It has become a familiar pattern. Whenever PAP leaders want to emphasize a point about how wise and capable they are, they cite negative examples from other countries and contrast it with Singapore.
Tuesday in Parliament was no different. Despite the PAP itself inching closer to the sacred kitty (i.e., the reserves) by increasing the proportion of investment income the government can use, Prime Minister Lee Hsien Loong gave a long speech about how important it is to safeguard the reserves from “pork barrel” spending.
Of course, he was not referring to pork barrel spending by the ever-prudent PAP. He was implying that if Singaporeans elected any opposition party into power, that party would exhaust all our hard-earned reserves.
Mr Lee cited the examples of Norway and Australia, which according to him both came under populist pressure to spend their reserves during the heat of elections.
In Australia, he said, candidates John Howard and Kevin Rudd had promised multi-billion dollar packages if elected, so much so that major newspapers started a “pork-o-meter” to keep track of the cost of campaign promises.

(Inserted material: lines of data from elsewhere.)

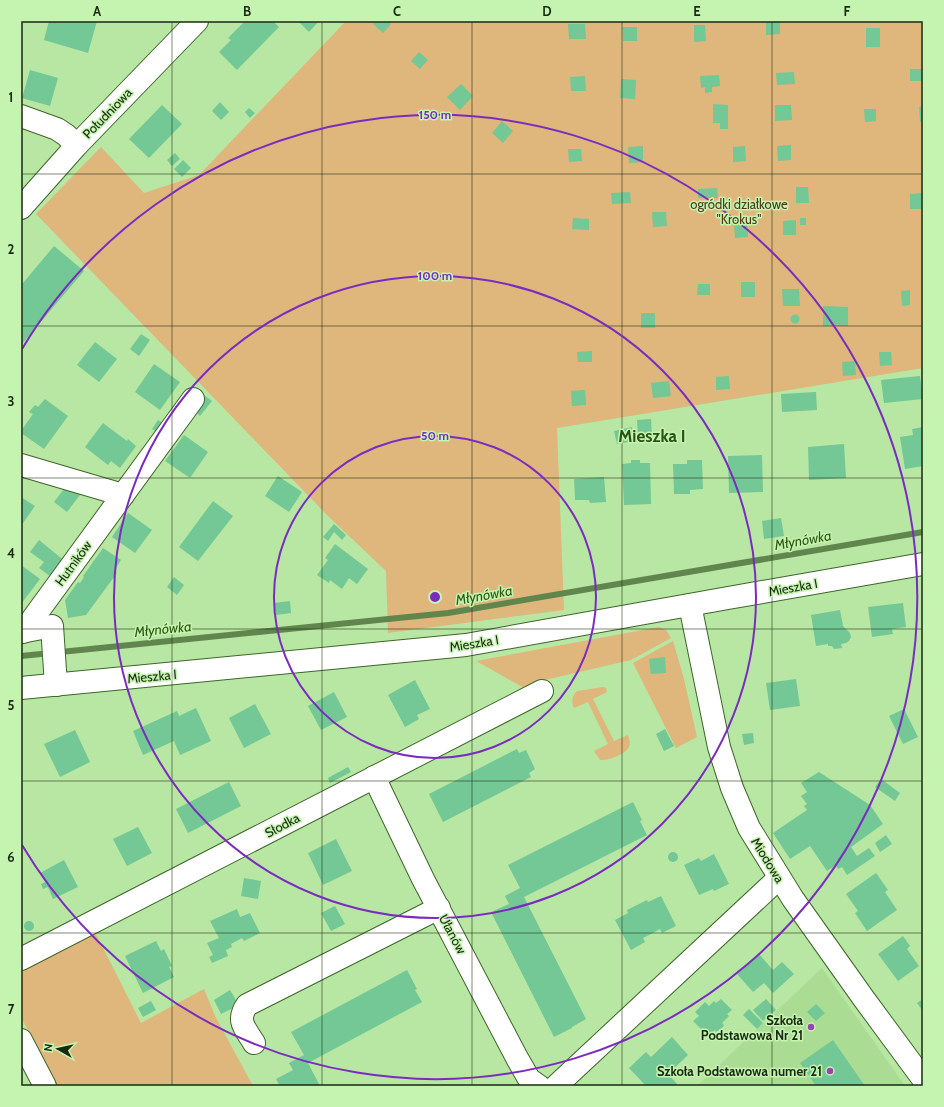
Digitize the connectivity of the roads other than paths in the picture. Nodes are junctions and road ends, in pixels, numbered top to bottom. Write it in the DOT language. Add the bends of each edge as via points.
graph roads {
  1 [pos="197,21"];
  2 [pos="21,116"];
  3 [pos="77,145"];
  4 [pos="21,208"];
  5 [pos="193,399"];
  6 [pos="21,465"];
  7 [pos="123,495"];
  8 [pos="923,564"];
  9 [pos="690,605"];
  10 [pos="22,632"];
  11 [pos="56,676"];
  12 [pos="21,688"];
  13 [pos="542,691"];
  14 [pos="374,777"];
  15 [pos="779,878"];
  16 [pos="439,908"];
  17 [pos="21,958"];
  18 [pos="21,1040"];
  19 [pos="254,1043"];
  20 [pos="923,1079"];
  21 [pos="45,1086"];
  22 [pos="539,1086"];
  23 [pos="556,1086"];
  1 -- 3 [label="street, Południowa"];
  2 -- 3 [label="street" via="57,129"];
  3 -- 4 [label="street, Południowa"];
  5 -- 7 [label="street, Hutników"];
  6 -- 7 [label="street"];
  7 -- 10 [label="street, Hutników"];
  8 -- 9 [label="street, Mieszka I"];
  9 -- 11 [label="street, Mieszka I" via="454,646"];
  9 -- 15 [label="street, Miodowa" via="716,734 732,788 749,828"];
  10 -- 11 [label="street" via="52,626"];
  11 -- 12 [label="street, Mieszka I"];
  13 -- 14 [label="street, Słodka"];
  14 -- 16 [label="street, Ułanów"];
  14 -- 17 [label="street, Słodka"];
  15 -- 20 [label="street, Miodowa"];
  15 -- 23 [label="street"];
  16 -- 19 [label="street" via="247,1005 241,1018"];
  16 -- 22 [label="street, Ułanów" via="517,1058 530,1079"];
  18 -- 21 [label="street"];
}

In Norway, Parliamentarians set the rules then subsequently “broke the rules” on spending caps on their reserves.
I wonder why the PM decided to stick his foot in his mouth when Parliament had already voted unanimously for his government’s proposed spending increase.

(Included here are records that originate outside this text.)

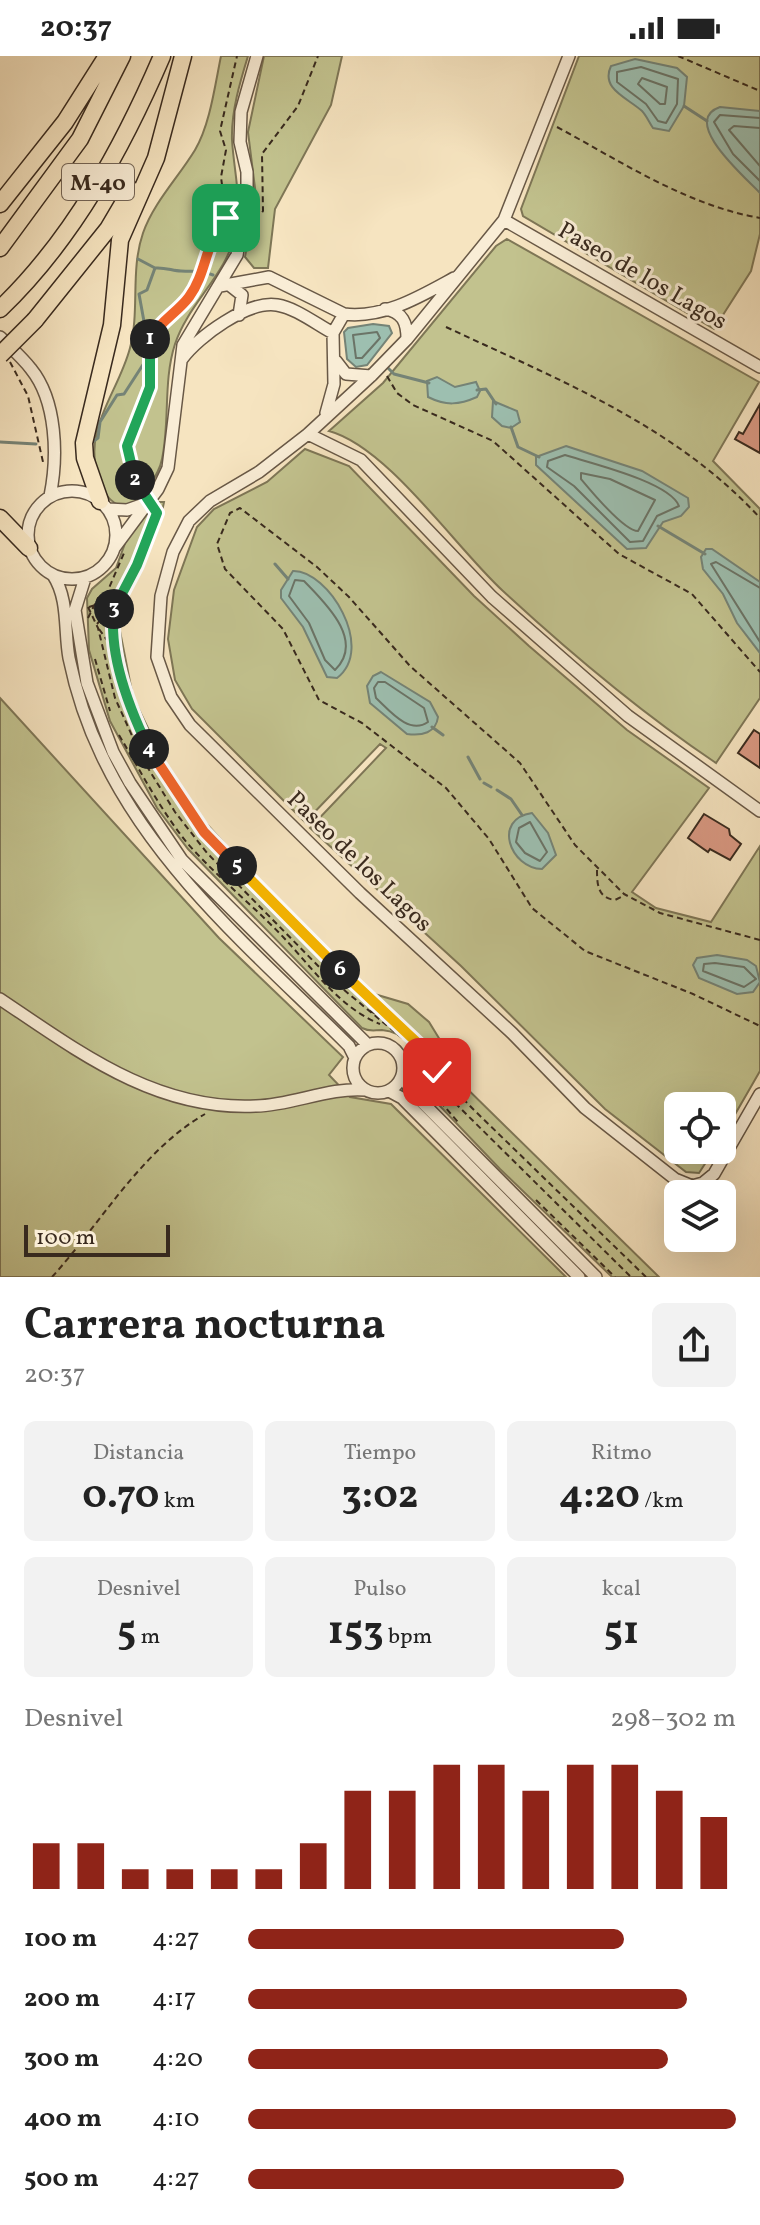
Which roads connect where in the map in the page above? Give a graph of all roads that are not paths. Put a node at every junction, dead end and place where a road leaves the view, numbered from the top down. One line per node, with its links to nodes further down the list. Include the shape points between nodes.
1 (107, 56): 8 (highway, via 65,122)
2 (122, 56): 10 (highway, M-40, via 80,139)
3 (162, 56): 15 (highway, M-40, via 132,125 86,202)
4 (183, 56): 7 (highway)
5 (257, 56): 11 (street, via 241,112 246,213)
6 (569, 56): 9 (street, Paseo de los Lagos)
7 (170, 109): 24 (highway, bridge, via 108,229); 32 (highway, via 156,158 120,240 112,325 86,426 85,458)
8 (0, 204)
9 (504, 220): 12 (street, Paseo de los Lagos); 27 (street, Paseo de los Lagos)
10 (0, 248)
11 (237, 255): 13 (street); 14 (street)
12 (458, 276): 16 (street, Paseo de los Lagos); 23 (street, Paseo de los Lagos)
13 (248, 278): 14 (street); 17 (street, via 278,279)
14 (224, 285): 18 (street, via 242,295); 19 (street)
15 (0, 309)
16 (385, 309): 17 (street, Paseo de los Lagos); 23 (street, via 401,316)
17 (344, 314): 21 (street)
18 (239, 315): 20 (street); 21 (street, via 257,306 277,305)
19 (197, 319): 20 (street); 26 (street)
20 (209, 332): 26 (street)
21 (333, 333): 25 (street)
22 (0, 337): 31 (street, via 32,370 45,397 53,445)
23 (407, 339): 28 (street, Paseo de los Lagos)
24 (5, 357)
25 (334, 357): 28 (street, via 346,374); 29 (street)
26 (178, 364): 33 (street, via 168,468)
27 (760, 367)
28 (372, 375): 29 (street, Paseo de los Lagos)
29 (326, 414): 30 (street, Paseo de los Lagos)
30 (308, 434): 39 (street, via 361,460 492,597 628,716); 47 (street, Paseo de los Lagos, via 201,508 173,552 161,596 157,657 181,715 585,1108 675,1179 692,1186 709,1179)
31 (50, 496): 32 (street, via 76,491); 35 (street, via 33,513)
32 (104, 505): 33 (street, via 127,510); 36 (street)
33 (150, 505): 36 (street)
34 (0, 518): 35 (highway)
35 (29, 548): 37 (street)
36 (120, 549): 38 (street)
37 (53, 575): 38 (street); 42 (street, via 62,593 76,687 119,789 173,868 349,1046)
38 (85, 578): 41 (street, via 75,610 87,683 113,752 158,828 215,895)
39 (760, 811)
40 (0, 999): 45 (street, via 136,1085 220,1106 259,1106)
41 (368, 1045): 42 (street); 43 (street, via 396,1049)
42 (354, 1062): 44 (street, via 356,1080); 45 (street)
43 (403, 1076): 46 (street); 49 (street, via 410,1090)
44 (366, 1090): 45 (street); 46 (street)
45 (331, 1091)
46 (389, 1091): 48 (street, via 402,1098)
47 (760, 1094)
48 (579, 1277)
49 (596, 1277)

Did he not realise he sounded a tad hypocritical?
Since the 1991 election, the PAP has used pork barrel promises in the form of HDB upgrading to further its political objectives. It declared that it is completely justified in upgrading the flats of constituencies that voted for them, and bumping opposition held wards to the end of the queue — a truly non sequitur kind of logic.
In the last election, Senior Minister Goh Chok Tong promised $180 million to upgrade Hougang and Potong Pasir flats, without even thinking through how the government was going to fund that spending, as he admitted months later.
How about the $2.6 billion “Progress Package” dished out days before Polling Day? Does that smell porky enough?
It is amusing that he cited Australia as a negative example. Kevin Rudd actually proposed less spending than John Howard — and won.
The newspapers came up with a “pork-o-meter”. Well at least they were educating citizens about politicians’ populist proposals. I don’t recall our local papers pointing out that selective upgrading promises were pork barrel spending, or that election cash giveaways could be considered vote-buying in many developed countries.